The function scatter() from matplotlib takes the x-coordinates and y-coordinates as arguments.

In [None]:
plt.scatter(X, Y)

It doesn't look quite circular, because the axes are not equally scaled. That's easy to fix if we really want to...

In [None]:
plt.scatter(X, Y)
plt.axis('equal')

Okay, time to noise up this data. We can use numpy's random.normal function to make a list of random values from a normal distribution.
The "scale" parameter is just the standard deviation of the distribution we're sampling from. We'll make the size of the list equal to the length of X, so len(X).

In [None]:
X_noise = np.random.normal(scale=0.1, size=len(X))

Look at it!

In [None]:
X_noise

We can plot a histogram of it to check it looks "normal".

In [None]:
plt.hist(X_noise)

Okay let's make the Y noise and add the noise to our vectors. In order to add lists properly, we have to turn them into numpy arrays, i.e. vectors.

In [None]:
Y_noise = np.random.normal(scale=0.1, size=len(X))
#turn the X and Y into vectors and add the noise
X = np.array(X) + np.array(X_noise)
Y = np.array(Y) + np.array(Y_noise)

We can use the same code as before to look at our noisy data.

In [None]:
plt.scatter(X, Y)
plt.axis('equal')

## Basic Exercise 2: Handling arrays
We will frequently have to deal with values stored as a 2D array or matrix, and it helps to know how to manipulate these. 

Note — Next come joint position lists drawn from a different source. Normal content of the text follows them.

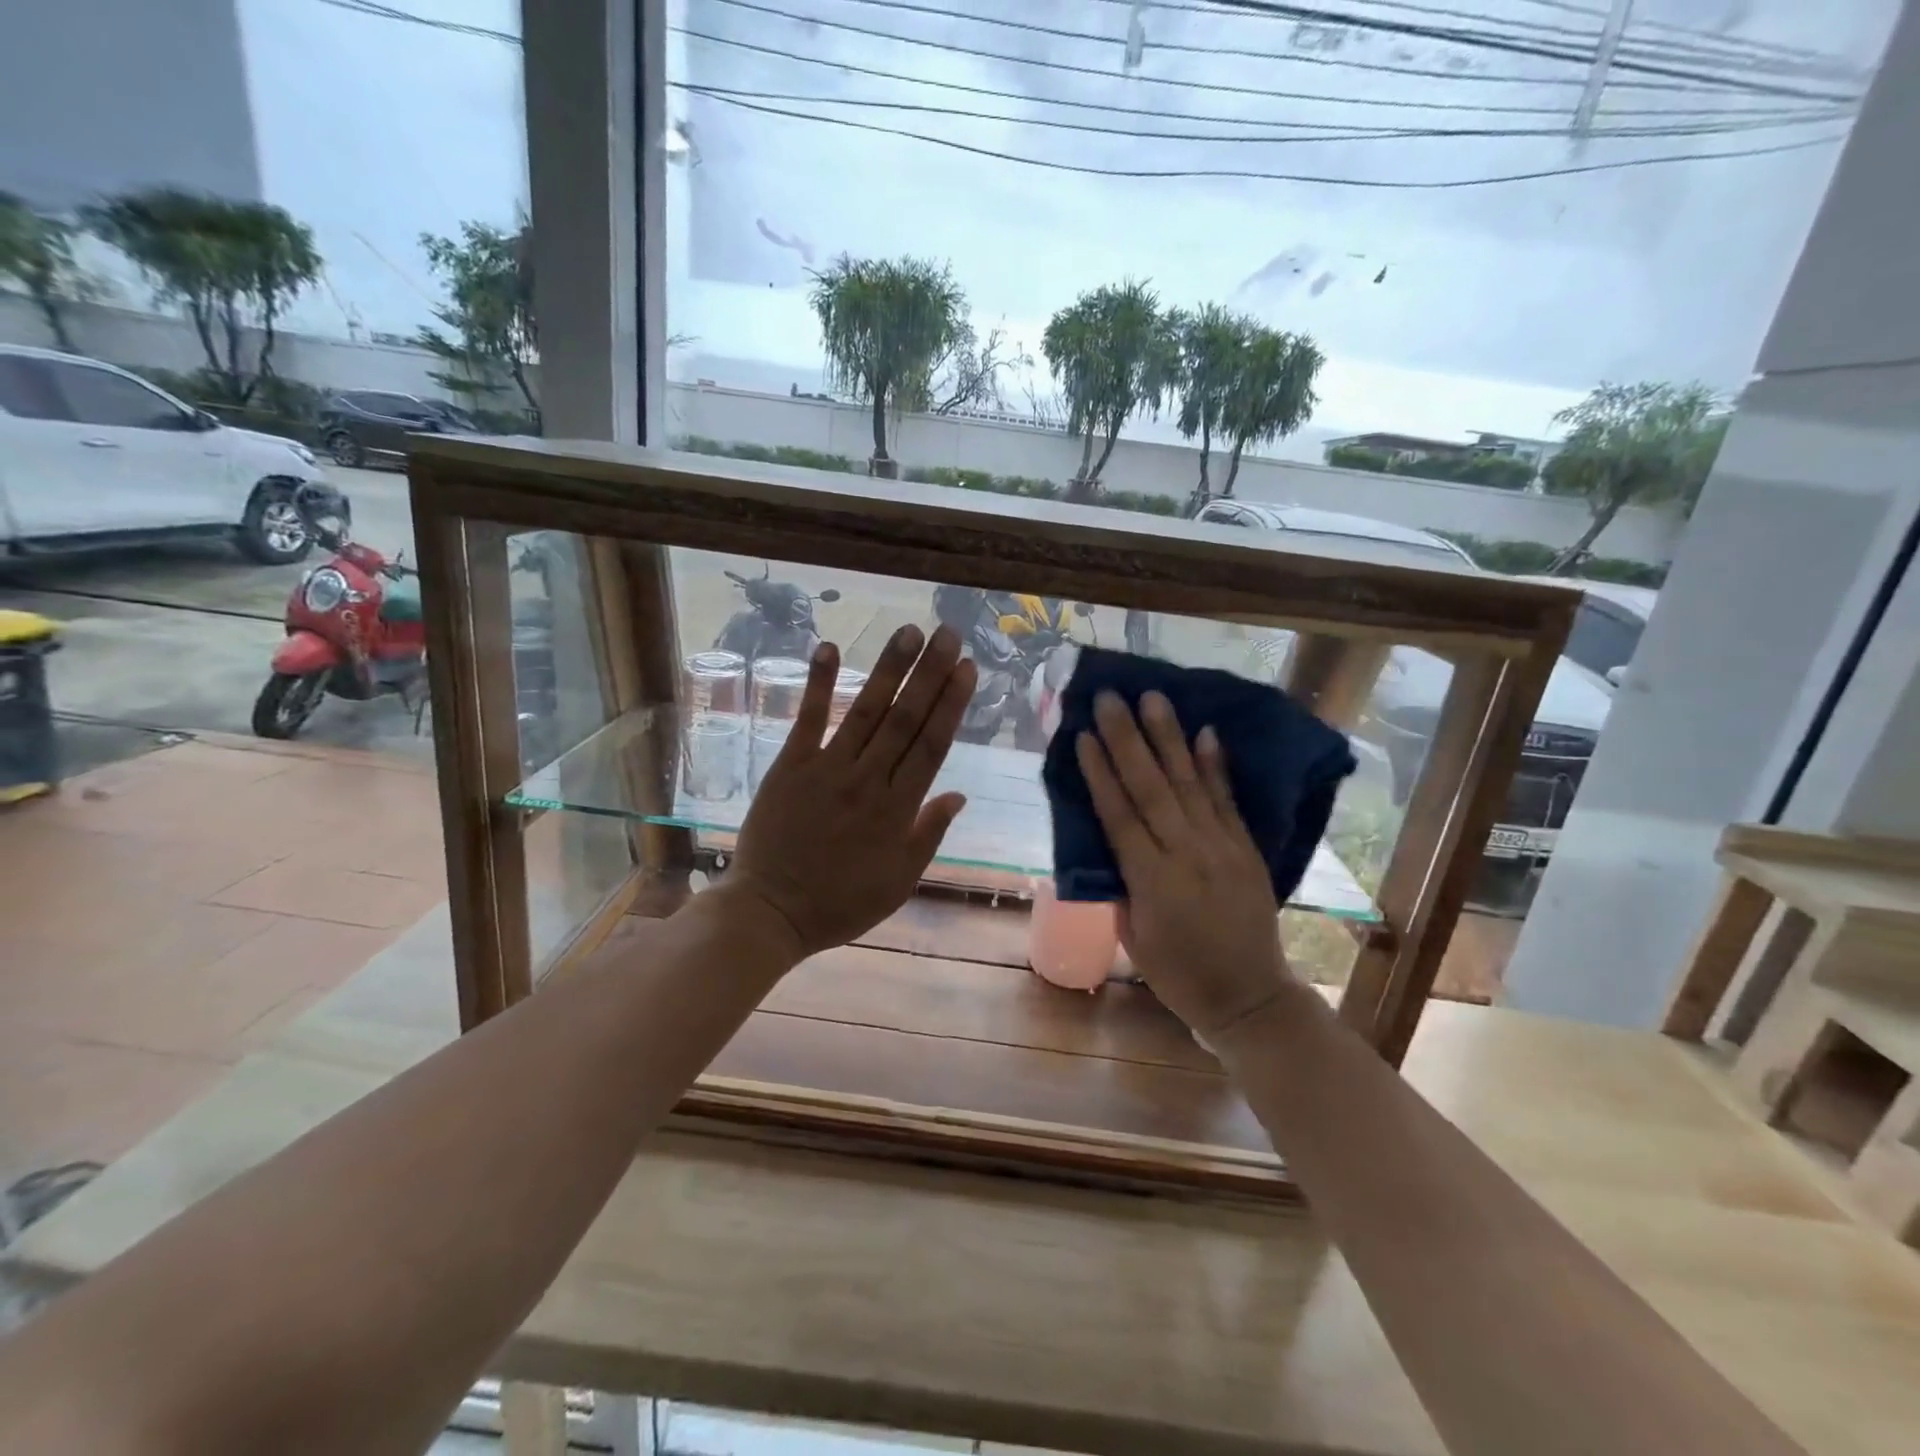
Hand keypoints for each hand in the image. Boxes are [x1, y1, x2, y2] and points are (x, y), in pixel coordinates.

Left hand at [726, 625, 975, 959]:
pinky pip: (807, 719)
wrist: (771, 911)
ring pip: (865, 711)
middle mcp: (868, 780)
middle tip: (948, 634)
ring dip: (889, 669)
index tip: (966, 668)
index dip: (951, 704)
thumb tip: (959, 794)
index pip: (932, 745)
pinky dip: (818, 684)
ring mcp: (827, 769)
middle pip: (905, 719)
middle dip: (929, 673)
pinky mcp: (790, 766)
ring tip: (909, 631)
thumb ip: (928, 834)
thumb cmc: (841, 902)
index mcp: (898, 810)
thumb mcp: (899, 881)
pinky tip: (830, 648)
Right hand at [1076, 691, 1289, 1038]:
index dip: (1100, 772)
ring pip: (1189, 784)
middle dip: (1128, 739)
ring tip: (1153, 698)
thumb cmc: (1178, 976)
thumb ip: (1120, 885)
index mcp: (1151, 880)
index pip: (1120, 815)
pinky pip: (1227, 800)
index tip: (1084, 734)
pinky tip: (1205, 732)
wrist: (1250, 997)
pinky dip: (1215, 766)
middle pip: (1151, 787)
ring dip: (1169, 738)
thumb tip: (1108, 842)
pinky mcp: (1246, 848)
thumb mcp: (1132, 937)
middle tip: (1110, 698)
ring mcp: (1222, 847)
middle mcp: (1187, 854)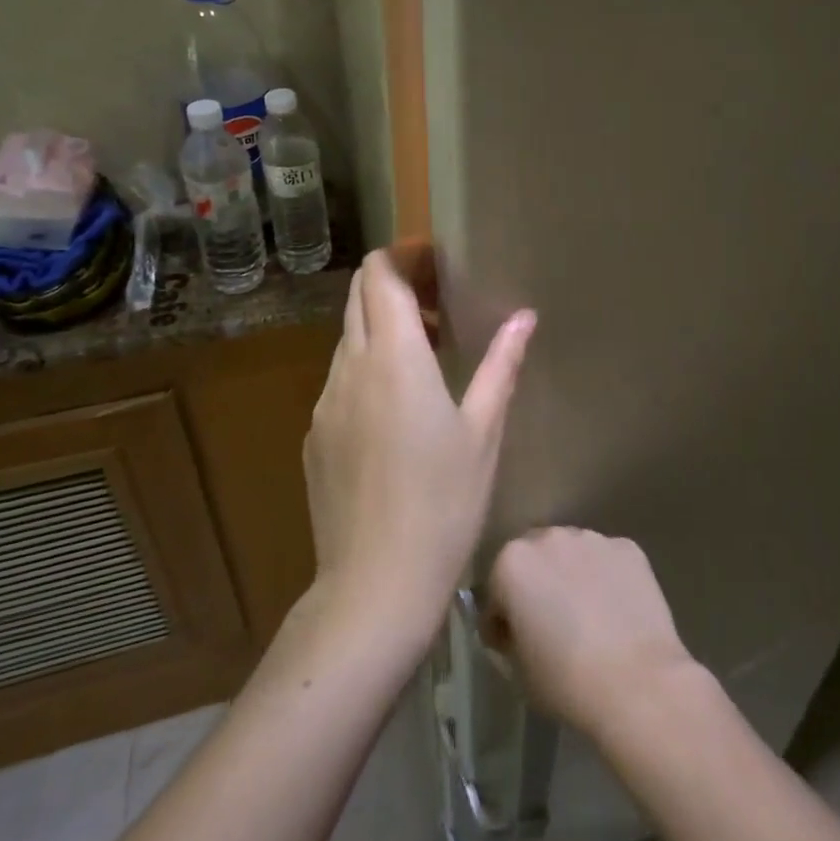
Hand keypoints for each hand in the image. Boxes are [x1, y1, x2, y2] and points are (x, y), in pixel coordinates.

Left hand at [304, 246, 535, 639]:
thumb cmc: (444, 503)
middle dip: (395, 282)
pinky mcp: (315, 435)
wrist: (375, 586)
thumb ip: (501, 365)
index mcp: (394, 357)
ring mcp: (325, 403)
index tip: (437, 261)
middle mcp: (350, 368)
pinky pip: (339, 379)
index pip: (379, 275)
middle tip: (440, 300)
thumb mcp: (483, 432)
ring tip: (428, 353)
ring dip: (382, 327)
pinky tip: (398, 408)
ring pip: (348, 338)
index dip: (404, 255)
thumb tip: (524, 317)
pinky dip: (368, 366)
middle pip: (358, 296)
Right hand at [485, 528, 701, 736]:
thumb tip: (517, 627)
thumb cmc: (566, 681)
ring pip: (573, 553)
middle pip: (536, 558)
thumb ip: (510, 635)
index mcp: (513, 563)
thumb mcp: (518, 668)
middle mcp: (550, 537)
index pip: (497, 589)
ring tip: (587, 614)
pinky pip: (607, 560)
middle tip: (550, 622)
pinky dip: (607, 577)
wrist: (637, 683)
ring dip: (572, 574)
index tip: (512, 642)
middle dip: (538, 584)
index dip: (502, 618)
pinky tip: (616, 610)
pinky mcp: (628, 548)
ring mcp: (593, 538)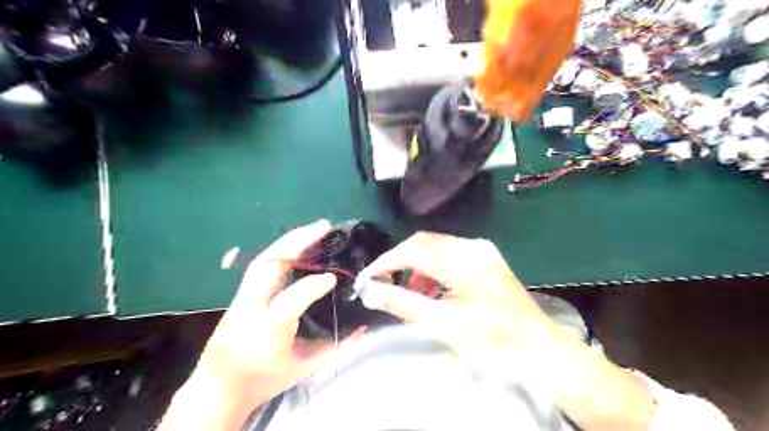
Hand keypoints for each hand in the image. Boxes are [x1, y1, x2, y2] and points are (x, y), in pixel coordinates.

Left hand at [159, 220, 366, 428]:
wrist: (219, 388)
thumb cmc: (263, 377)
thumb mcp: (303, 369)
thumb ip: (335, 350)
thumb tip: (362, 330)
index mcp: (266, 332)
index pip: (289, 302)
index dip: (312, 286)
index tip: (333, 278)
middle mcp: (250, 309)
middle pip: (269, 265)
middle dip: (298, 241)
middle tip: (324, 226)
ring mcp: (242, 298)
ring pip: (264, 259)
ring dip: (290, 240)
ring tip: (314, 229)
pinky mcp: (241, 293)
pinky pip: (261, 264)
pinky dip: (282, 250)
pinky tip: (297, 245)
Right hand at [358, 232, 555, 359]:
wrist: (539, 348)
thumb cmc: (491, 339)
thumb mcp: (442, 323)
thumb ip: (401, 303)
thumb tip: (368, 290)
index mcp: (463, 259)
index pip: (413, 250)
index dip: (385, 262)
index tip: (366, 278)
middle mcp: (472, 246)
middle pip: (423, 244)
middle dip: (399, 262)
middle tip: (381, 283)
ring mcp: (480, 251)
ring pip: (436, 249)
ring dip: (416, 266)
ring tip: (407, 292)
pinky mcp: (485, 259)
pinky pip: (450, 256)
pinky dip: (433, 270)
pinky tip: (430, 290)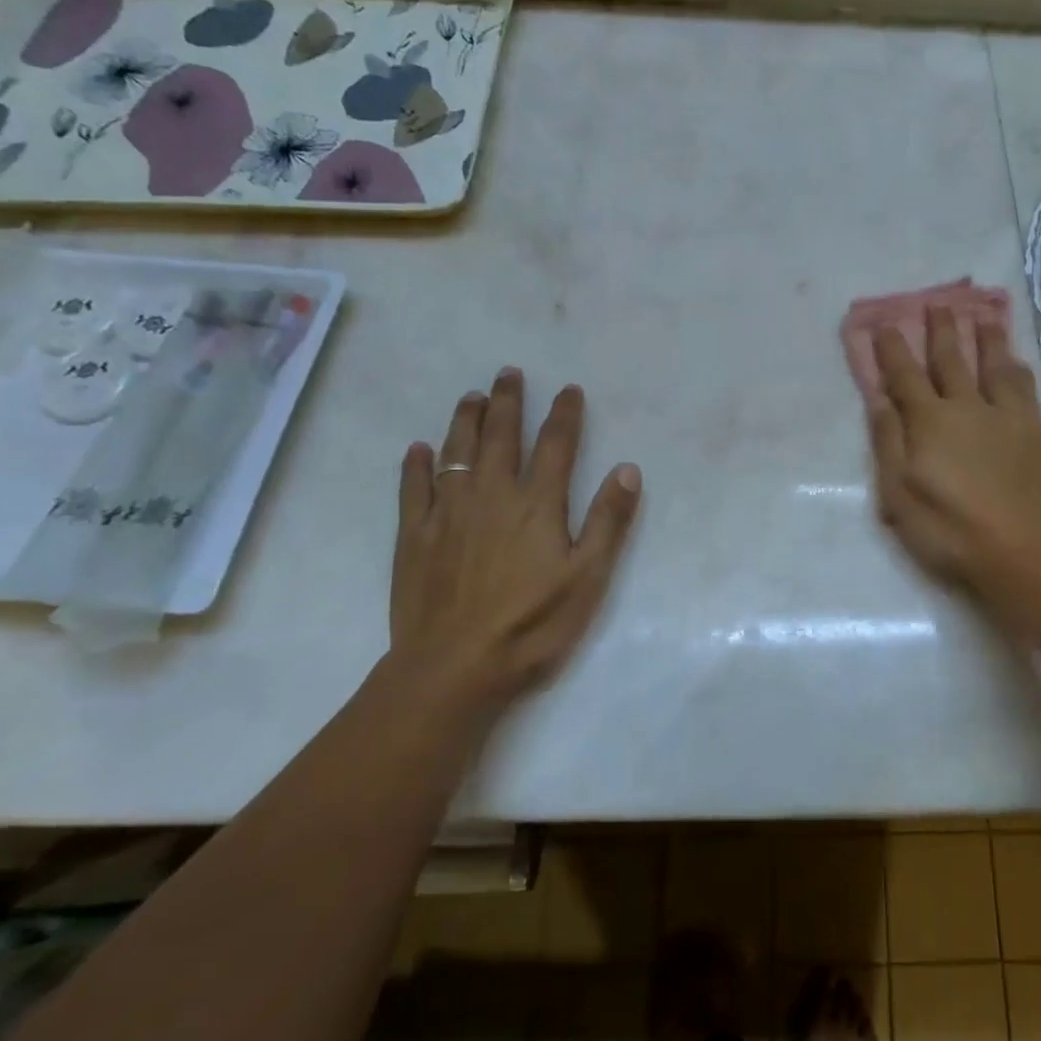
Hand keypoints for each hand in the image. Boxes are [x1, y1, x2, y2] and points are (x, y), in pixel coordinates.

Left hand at [389, 369, 641, 706]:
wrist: (453, 668)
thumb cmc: (532, 625)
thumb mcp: (588, 578)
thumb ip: (608, 521)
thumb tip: (627, 468)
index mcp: (537, 504)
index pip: (556, 446)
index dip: (564, 415)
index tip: (568, 389)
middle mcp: (491, 495)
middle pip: (501, 437)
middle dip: (508, 401)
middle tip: (508, 372)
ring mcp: (447, 514)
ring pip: (456, 452)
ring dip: (465, 420)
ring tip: (471, 396)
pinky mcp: (413, 537)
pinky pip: (413, 489)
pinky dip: (416, 465)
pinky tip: (418, 450)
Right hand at [868, 307, 1040, 592]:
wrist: (1020, 549)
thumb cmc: (948, 528)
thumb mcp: (898, 493)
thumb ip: (888, 441)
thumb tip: (878, 398)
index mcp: (928, 421)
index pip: (905, 375)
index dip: (893, 348)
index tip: (886, 323)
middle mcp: (966, 406)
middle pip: (951, 359)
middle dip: (941, 330)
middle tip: (938, 302)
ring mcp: (1004, 416)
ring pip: (993, 365)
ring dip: (985, 338)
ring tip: (982, 314)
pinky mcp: (1034, 430)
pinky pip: (1024, 388)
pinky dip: (1016, 369)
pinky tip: (1016, 360)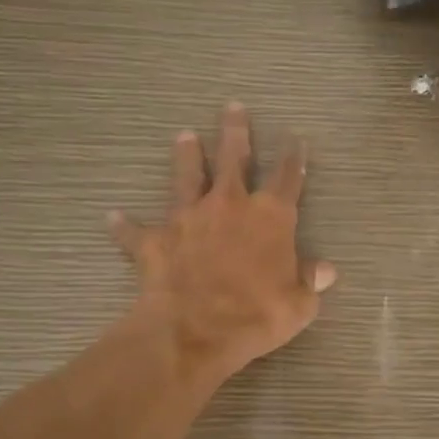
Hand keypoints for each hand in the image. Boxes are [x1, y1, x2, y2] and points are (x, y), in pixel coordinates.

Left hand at [110, 103, 335, 388]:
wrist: (194, 331)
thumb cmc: (256, 316)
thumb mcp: (299, 305)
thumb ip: (310, 281)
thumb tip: (326, 270)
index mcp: (270, 217)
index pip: (287, 177)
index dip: (294, 157)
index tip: (295, 138)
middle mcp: (229, 205)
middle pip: (234, 159)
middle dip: (235, 132)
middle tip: (232, 107)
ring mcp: (188, 218)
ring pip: (187, 177)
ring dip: (187, 157)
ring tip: (184, 136)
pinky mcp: (155, 240)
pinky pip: (136, 230)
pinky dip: (124, 225)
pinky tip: (113, 216)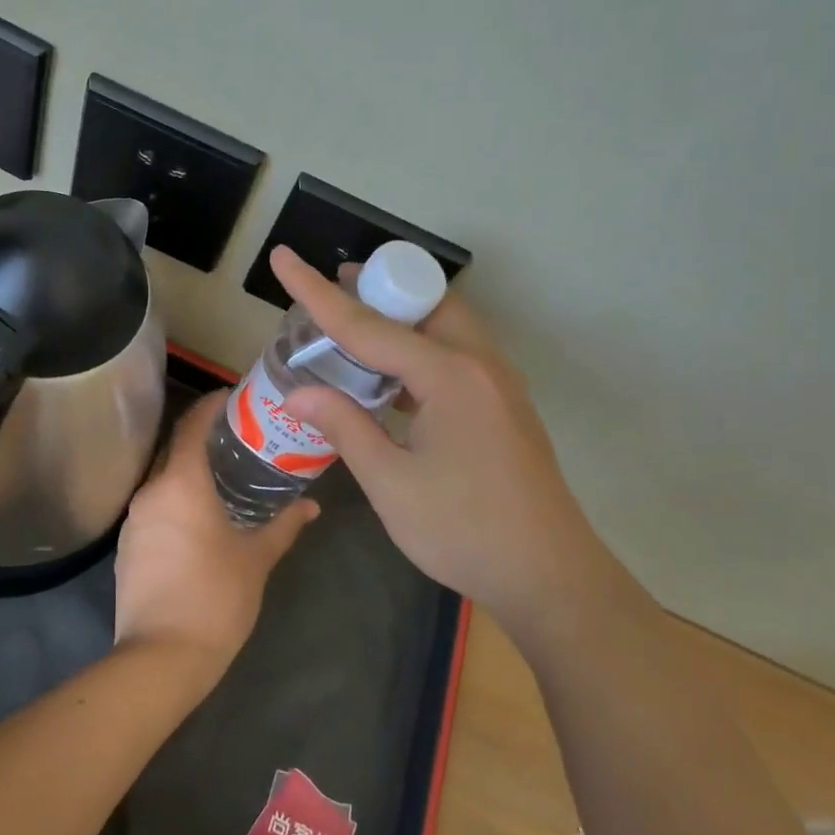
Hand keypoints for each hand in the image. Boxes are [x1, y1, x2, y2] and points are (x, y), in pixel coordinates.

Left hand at [113, 391, 318, 684]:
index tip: (235, 398)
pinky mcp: (127, 546)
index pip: (191, 424)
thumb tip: (311, 506)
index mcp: (181, 483)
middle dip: (203, 437)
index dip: (211, 404)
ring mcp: (134, 519)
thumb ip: (284, 525)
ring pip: (162, 479)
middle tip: (238, 437)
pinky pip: (154, 506)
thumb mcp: (257, 559)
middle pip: (174, 447)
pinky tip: (198, 517)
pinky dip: (175, 499)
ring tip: (223, 476)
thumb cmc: (215, 598)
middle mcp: (151, 491)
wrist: (161, 657)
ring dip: (188, 470)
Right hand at [272, 246, 599, 630]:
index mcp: (449, 375)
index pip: (368, 324)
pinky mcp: (505, 406)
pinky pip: (458, 355)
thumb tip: (300, 392)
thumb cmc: (463, 531)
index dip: (317, 293)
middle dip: (376, 290)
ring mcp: (500, 384)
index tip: (284, 257)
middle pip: (422, 304)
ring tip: (358, 328)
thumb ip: (345, 426)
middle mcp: (480, 364)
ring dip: (402, 319)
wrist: (550, 577)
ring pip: (446, 326)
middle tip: (333, 290)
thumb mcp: (391, 483)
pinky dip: (422, 349)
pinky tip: (395, 378)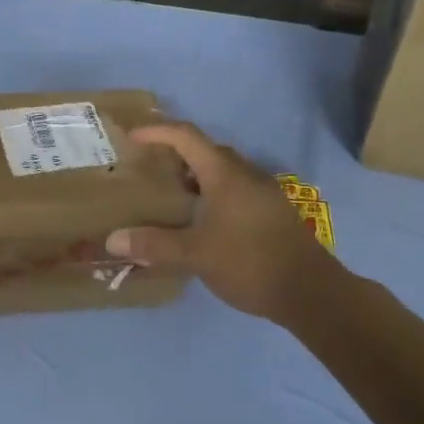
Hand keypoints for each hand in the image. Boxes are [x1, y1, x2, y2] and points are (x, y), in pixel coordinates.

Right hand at [106, 123, 345, 323]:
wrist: (311, 292)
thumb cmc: (250, 263)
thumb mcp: (197, 255)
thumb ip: (155, 245)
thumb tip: (112, 240)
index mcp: (226, 175)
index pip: (187, 137)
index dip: (158, 131)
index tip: (133, 137)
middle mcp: (247, 175)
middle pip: (208, 151)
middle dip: (178, 154)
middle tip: (151, 168)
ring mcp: (265, 194)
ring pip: (225, 172)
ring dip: (198, 176)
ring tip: (173, 197)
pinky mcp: (274, 214)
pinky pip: (237, 190)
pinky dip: (214, 194)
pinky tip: (204, 222)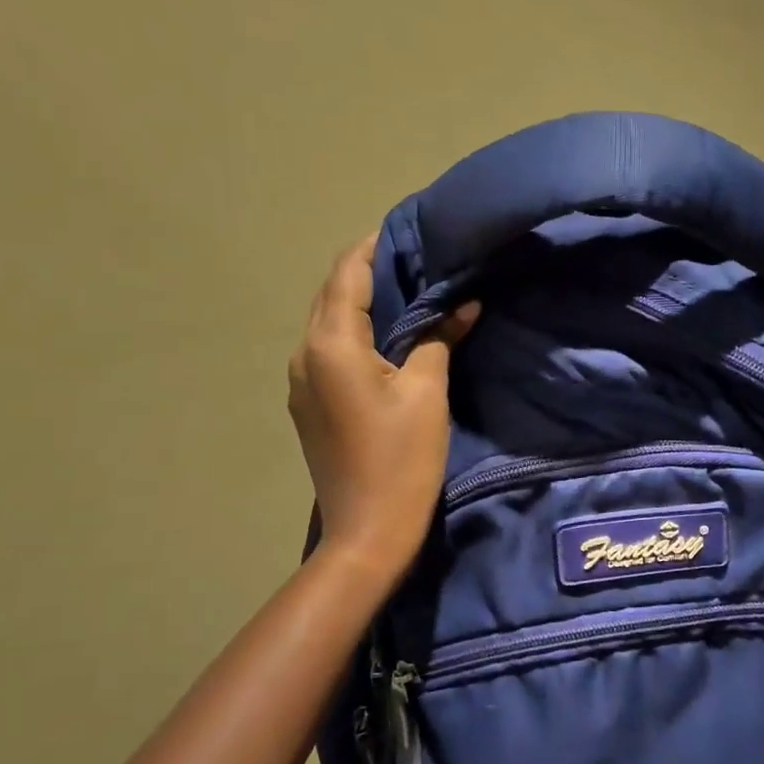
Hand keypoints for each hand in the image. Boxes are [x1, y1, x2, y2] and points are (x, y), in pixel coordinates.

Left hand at [288, 235, 478, 583]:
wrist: (367, 533)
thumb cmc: (401, 460)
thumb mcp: (428, 392)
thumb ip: (439, 338)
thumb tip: (462, 305)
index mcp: (330, 344)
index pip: (348, 273)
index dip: (376, 245)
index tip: (411, 230)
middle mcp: (304, 354)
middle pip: (333, 294)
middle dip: (370, 270)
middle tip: (417, 258)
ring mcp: (302, 381)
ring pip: (330, 322)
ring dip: (364, 301)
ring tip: (409, 291)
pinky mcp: (310, 404)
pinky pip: (331, 350)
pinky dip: (358, 332)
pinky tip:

The basic data structure in `numpy` is an array. You can build an array from a list like this:

In [None]:
X = np.array([1,2,3,4,5])

In [None]:
X

We have now made `X` a 1D array. If we want a 2D array, we have to input a list of lists, like so.

In [None]:
M = np.array([[1,2,3],[4,5,6]])

In [None]:
M

What if I want to access the (1,2) entry of M, that is, the entry in row 1 and column 2? (Remember, Python indexes from 0). This is how you do that.

In [None]:
M[1,2]

By using a `:`, you can access whole rows or whole columns. 

In [None]:
M[1,:]

In [None]:
M[:,2]

A common error is to try and access a row that doesn't exist. Here's what happens if I try to access the 5th row of `M`.

In [None]:
M[5,:]

A crucial part of learning to code in a new environment is learning what different errors mean. Some are helpful, like the above. Some are not so helpful though. When in doubt, **Google the error**. You would be surprised how often researchers (e.g. me) do this every day while coding.

There's too much basic Python to cover in a single notebook, but here is an important trick that I want to mention. Python _loves_ lists (things that look like `[a,b,c]`). It is set up to handle them very nicely. _List comprehension_ is a way of working through a list one element at a time and calculating some output. For example, suppose I have this list: 

In [None]:
l = [1,2,3,4,5]

I want to create a new list whose entries are the entries of `l` times two. I can do this with list comprehension like so.

In [None]:
m = [2*x for x in l]

In [None]:
m

I can also create a list consisting only of those elements which are greater than two like this.

In [None]:
m = [x for x in l if x > 2]

In [None]:
m

If you want to do something to a list, chances are you can do it with list comprehension. 

## Handing in your work

When you've finished a notebook, you need to download the .ipynb file and upload it to Canvas in the right assignment. Try this now. Download this file (the .ipynb file) and upload it to Assignment 0.